スタートアップ「不毛の地」になぜ?愛知に巨大施設、狙うはシナジー
国内最大のスタートアップ(新興企業)支援拠点「ステーションAi」が名古屋市内で31日に本格開業する。愛知県が巨費を投じる肝いりの施設で、既存の大手企業の技術などとスタートアップがもつ新しい技術やビジネスモデルを組み合わせて、イノベーションの創出をめざすという。
施設は名古屋市内の中心部にある鶴舞公園南側の県勤労会館跡地に約156億円かけて整備された。地上7階建てで延べ約2万3600平方メートル。3~5階のオフィスフロアは、仕切りのない机を複数配置。固定席だけでなくフリーアドレスのエリアもあり、他の起業家や企業とも交流しやすいよう工夫した。施設の中央部は吹き抜けになっていて、各フロアがスロープでつながるなど、開放感を意識したつくりになっている。

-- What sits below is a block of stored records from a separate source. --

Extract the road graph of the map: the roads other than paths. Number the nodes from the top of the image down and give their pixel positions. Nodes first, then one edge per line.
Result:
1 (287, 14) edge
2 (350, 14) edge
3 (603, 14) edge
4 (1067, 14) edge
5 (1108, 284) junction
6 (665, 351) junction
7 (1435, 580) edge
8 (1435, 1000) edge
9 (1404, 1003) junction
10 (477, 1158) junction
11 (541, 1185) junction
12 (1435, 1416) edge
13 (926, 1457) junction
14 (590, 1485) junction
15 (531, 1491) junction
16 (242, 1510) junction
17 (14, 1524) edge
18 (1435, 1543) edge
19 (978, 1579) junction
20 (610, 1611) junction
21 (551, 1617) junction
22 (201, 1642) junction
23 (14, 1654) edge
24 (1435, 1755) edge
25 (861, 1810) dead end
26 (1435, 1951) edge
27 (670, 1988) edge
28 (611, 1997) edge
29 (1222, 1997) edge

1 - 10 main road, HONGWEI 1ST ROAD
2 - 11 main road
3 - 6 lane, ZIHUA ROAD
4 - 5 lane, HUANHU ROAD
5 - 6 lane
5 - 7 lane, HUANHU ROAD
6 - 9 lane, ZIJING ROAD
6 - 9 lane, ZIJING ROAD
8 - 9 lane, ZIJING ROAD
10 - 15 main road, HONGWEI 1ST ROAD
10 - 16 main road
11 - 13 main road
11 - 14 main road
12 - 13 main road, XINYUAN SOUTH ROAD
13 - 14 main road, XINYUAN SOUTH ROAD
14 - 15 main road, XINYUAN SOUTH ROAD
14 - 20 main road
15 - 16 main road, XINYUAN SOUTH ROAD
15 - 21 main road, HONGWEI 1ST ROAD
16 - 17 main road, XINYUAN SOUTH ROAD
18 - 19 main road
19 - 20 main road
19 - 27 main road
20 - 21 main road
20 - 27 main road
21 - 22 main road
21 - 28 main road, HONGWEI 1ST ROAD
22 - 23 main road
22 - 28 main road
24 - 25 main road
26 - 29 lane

オフィスだけでなく、3Dプリンターや工具が使えるテックラボや、新規事業の発表会などができる会議スペース、託児所やフィットネスジムなども整備。会員以外も利用できるカフェやホテルも入る。県ゆかりの創業者を伝える「あいち創業館」も11月にオープンする予定だ。
施設には、開業時点でスタートアップ約500社が入居する予定。5年後には1千社にすることを目標にしている。新規事業での協業を期待するパートナー企業として、トヨタ自動車やコメ兵ホールディングス、中部電力、ノリタケといった企業約190社や、名古屋工業大や南山大などの教育機関、愛知県豊橋市や岐阜市などの自治体も参画する。
運営はソフトバンクの完全子会社が担う。1日にあった内覧会で、大村秀章知事は「世界レベルの施設ができた。日本のイノベーションを押し上げ、ここをアジアのスタートアップのハブにしたい」と意気込んだ。